Return a copy of every line in the data below that contains "Harrisburg".

§ INFORMATION SHOWN
★ ★ ★ ★ ★

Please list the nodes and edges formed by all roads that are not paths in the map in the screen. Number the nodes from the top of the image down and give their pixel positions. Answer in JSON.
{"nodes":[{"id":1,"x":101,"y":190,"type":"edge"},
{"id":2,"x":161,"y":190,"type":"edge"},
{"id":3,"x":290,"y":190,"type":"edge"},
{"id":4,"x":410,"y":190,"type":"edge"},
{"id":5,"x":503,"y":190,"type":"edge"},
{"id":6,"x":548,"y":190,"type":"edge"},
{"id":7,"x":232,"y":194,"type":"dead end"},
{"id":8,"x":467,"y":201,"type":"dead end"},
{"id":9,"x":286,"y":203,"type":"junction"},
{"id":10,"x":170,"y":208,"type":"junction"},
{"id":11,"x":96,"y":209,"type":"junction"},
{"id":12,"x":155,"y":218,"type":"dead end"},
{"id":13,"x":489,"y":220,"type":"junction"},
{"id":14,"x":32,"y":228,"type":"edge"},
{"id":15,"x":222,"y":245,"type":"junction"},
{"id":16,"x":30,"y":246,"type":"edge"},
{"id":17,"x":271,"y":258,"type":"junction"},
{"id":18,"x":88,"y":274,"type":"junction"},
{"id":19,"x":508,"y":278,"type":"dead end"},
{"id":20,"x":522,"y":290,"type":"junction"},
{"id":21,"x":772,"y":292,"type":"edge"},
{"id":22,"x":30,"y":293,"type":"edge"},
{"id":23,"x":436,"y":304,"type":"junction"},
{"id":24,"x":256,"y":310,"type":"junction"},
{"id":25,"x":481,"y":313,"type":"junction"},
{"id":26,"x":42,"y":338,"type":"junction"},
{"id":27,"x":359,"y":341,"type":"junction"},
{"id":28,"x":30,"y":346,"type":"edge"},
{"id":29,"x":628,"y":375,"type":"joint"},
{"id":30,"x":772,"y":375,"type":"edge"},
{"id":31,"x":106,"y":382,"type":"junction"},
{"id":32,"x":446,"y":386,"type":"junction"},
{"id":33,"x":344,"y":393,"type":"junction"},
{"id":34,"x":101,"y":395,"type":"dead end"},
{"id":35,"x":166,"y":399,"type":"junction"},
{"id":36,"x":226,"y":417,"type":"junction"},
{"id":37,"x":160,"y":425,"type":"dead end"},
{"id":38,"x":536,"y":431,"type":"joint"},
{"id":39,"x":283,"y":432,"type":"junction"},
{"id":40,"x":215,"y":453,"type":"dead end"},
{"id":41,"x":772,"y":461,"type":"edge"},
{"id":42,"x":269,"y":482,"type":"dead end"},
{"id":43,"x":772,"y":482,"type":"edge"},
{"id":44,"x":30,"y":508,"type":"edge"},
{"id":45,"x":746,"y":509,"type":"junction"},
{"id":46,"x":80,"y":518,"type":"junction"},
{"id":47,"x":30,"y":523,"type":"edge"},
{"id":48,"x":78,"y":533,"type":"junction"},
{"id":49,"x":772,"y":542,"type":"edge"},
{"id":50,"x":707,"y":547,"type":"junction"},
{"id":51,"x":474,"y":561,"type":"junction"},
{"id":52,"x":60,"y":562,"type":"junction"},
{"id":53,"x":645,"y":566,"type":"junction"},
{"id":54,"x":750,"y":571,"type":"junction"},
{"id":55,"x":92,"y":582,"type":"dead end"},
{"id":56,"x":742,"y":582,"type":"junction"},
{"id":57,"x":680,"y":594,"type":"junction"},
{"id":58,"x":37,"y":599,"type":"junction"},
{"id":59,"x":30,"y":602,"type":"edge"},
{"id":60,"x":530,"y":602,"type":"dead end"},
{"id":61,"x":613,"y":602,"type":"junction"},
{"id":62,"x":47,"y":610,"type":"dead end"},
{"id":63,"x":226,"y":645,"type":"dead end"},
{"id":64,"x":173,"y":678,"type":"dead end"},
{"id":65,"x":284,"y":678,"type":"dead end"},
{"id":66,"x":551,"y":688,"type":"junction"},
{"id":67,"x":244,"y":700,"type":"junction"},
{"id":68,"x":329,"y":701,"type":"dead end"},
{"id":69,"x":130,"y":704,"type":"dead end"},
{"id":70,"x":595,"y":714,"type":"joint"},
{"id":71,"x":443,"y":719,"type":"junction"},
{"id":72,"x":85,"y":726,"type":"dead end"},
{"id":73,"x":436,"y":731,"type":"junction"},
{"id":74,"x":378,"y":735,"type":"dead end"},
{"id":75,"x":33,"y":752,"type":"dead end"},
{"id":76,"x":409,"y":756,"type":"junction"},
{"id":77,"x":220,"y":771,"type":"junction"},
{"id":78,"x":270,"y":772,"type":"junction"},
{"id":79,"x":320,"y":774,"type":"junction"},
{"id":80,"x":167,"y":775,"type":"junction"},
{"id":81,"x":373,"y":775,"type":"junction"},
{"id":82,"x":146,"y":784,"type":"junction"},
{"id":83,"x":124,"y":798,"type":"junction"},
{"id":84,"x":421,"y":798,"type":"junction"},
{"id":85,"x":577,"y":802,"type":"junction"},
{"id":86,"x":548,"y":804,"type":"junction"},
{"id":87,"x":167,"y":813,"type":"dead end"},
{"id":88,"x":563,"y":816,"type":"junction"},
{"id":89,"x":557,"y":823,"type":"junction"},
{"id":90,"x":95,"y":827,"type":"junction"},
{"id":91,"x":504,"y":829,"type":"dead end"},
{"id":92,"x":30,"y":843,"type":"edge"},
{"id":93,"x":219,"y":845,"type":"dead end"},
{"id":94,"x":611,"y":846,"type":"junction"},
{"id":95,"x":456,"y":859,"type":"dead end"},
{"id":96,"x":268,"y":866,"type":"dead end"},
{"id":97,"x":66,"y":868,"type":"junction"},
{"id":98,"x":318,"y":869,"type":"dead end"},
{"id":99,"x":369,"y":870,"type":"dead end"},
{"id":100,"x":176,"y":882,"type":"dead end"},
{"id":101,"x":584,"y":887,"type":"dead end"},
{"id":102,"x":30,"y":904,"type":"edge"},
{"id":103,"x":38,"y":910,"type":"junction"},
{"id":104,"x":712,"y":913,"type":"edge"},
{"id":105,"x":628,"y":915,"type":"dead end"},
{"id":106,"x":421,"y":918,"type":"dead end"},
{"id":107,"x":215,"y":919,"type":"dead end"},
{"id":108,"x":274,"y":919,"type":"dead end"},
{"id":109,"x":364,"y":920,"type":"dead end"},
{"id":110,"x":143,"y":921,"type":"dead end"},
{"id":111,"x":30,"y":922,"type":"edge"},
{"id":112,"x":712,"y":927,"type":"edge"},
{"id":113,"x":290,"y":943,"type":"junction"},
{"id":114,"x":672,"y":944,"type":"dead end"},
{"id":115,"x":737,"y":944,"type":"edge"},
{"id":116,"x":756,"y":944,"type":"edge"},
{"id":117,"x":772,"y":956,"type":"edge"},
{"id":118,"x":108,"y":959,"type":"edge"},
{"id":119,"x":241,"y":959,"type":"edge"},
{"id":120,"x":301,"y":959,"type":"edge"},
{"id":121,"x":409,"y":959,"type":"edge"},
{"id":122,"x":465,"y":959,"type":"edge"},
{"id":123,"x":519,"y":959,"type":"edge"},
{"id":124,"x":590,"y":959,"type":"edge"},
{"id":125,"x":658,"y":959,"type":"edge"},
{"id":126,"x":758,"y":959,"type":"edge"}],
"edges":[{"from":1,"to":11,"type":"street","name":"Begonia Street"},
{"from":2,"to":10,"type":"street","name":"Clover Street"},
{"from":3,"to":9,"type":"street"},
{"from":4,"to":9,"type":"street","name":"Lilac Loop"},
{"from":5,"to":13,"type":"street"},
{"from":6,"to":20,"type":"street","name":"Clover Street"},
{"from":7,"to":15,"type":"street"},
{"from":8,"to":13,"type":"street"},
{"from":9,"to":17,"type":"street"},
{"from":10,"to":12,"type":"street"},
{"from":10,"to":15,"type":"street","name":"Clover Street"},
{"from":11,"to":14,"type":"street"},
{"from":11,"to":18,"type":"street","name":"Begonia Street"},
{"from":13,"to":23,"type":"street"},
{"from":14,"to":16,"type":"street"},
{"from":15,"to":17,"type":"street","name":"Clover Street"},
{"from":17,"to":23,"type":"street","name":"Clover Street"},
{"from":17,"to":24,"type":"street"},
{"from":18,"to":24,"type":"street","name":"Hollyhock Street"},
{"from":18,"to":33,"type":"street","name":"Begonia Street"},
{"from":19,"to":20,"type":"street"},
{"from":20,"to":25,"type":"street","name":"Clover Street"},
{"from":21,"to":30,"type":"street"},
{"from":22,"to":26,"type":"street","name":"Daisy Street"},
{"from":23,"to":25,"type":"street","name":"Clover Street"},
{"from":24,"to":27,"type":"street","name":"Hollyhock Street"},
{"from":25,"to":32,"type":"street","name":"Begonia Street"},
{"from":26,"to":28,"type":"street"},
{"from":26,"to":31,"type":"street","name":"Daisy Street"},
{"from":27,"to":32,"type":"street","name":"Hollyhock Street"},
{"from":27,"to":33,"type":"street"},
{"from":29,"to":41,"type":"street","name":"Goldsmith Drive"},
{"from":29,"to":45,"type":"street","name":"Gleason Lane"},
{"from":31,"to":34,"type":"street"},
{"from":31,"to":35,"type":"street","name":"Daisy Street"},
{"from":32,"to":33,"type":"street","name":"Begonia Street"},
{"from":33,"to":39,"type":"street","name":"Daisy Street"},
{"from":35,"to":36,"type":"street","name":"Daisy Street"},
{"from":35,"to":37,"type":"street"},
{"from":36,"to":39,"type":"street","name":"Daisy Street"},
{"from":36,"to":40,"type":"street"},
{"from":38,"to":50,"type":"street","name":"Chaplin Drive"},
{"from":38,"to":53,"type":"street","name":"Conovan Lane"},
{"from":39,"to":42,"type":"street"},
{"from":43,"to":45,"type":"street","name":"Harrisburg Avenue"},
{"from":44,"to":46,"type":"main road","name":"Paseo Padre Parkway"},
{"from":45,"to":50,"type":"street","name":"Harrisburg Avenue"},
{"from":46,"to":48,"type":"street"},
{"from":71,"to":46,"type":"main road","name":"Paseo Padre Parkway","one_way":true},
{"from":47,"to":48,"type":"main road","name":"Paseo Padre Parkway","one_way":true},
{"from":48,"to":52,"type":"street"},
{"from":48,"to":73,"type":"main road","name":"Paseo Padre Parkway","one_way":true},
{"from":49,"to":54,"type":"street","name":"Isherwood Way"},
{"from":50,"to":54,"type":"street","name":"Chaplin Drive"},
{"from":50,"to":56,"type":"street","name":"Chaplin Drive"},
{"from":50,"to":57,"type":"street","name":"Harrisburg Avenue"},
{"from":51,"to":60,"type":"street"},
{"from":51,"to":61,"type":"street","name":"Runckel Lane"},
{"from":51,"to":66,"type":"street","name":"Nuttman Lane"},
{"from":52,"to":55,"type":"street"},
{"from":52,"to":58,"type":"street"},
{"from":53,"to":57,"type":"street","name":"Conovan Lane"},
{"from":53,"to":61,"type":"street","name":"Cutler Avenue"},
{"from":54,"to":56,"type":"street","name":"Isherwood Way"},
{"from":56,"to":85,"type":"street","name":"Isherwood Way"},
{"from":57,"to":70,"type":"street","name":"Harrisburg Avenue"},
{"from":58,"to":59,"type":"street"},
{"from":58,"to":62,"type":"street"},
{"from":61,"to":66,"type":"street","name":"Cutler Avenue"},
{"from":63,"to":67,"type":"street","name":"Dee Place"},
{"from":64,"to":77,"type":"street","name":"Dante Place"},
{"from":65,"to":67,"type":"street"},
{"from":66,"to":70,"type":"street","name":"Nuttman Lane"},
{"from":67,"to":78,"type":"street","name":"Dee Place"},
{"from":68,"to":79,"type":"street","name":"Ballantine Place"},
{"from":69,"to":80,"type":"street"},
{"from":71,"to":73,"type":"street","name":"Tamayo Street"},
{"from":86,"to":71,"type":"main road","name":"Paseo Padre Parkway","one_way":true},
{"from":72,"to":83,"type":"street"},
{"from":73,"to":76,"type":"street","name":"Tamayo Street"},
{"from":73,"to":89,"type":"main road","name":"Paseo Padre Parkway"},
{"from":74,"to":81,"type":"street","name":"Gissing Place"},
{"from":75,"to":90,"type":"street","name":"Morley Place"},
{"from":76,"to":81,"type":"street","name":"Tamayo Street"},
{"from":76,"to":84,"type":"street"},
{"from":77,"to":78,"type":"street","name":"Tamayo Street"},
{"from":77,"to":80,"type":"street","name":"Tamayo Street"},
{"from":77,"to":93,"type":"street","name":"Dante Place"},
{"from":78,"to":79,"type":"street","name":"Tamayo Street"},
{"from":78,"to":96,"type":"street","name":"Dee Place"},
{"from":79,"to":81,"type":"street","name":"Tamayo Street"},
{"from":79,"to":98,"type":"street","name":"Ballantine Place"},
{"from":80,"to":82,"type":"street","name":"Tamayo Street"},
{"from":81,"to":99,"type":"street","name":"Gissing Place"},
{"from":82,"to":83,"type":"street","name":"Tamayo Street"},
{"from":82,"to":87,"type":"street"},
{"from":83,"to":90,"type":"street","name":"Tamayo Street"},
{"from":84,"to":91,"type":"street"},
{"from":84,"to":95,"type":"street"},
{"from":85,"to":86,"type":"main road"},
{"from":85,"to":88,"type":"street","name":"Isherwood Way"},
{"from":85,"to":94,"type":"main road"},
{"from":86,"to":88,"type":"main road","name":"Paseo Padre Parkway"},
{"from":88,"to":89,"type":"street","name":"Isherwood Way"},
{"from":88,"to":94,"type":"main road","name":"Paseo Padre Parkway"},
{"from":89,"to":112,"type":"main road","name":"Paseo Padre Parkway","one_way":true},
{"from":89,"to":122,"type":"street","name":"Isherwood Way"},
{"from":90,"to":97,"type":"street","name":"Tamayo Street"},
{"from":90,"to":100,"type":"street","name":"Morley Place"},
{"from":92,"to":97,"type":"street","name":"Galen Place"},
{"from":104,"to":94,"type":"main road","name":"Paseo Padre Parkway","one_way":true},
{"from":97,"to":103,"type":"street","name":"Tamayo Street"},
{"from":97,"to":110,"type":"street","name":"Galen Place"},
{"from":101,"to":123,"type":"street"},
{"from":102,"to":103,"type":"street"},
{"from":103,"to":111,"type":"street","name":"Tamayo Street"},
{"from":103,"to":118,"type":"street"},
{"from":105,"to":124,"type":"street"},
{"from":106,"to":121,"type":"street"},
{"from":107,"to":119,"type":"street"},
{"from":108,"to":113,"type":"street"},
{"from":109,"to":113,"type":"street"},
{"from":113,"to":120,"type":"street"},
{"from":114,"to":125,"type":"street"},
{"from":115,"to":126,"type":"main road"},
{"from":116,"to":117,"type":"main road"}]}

★ ★ ★ ★ ★

§ REPLY TO THE EXERCISE
{"from":43,"to":45,"type":"street","name":"Harrisburg Avenue"},
{"from":45,"to":50,"type":"street","name":"Harrisburg Avenue"},
{"from":50,"to":57,"type":"street","name":"Harrisburg Avenue"},
{"from":57,"to":70,"type":"street","name":"Harrisburg Avenue"},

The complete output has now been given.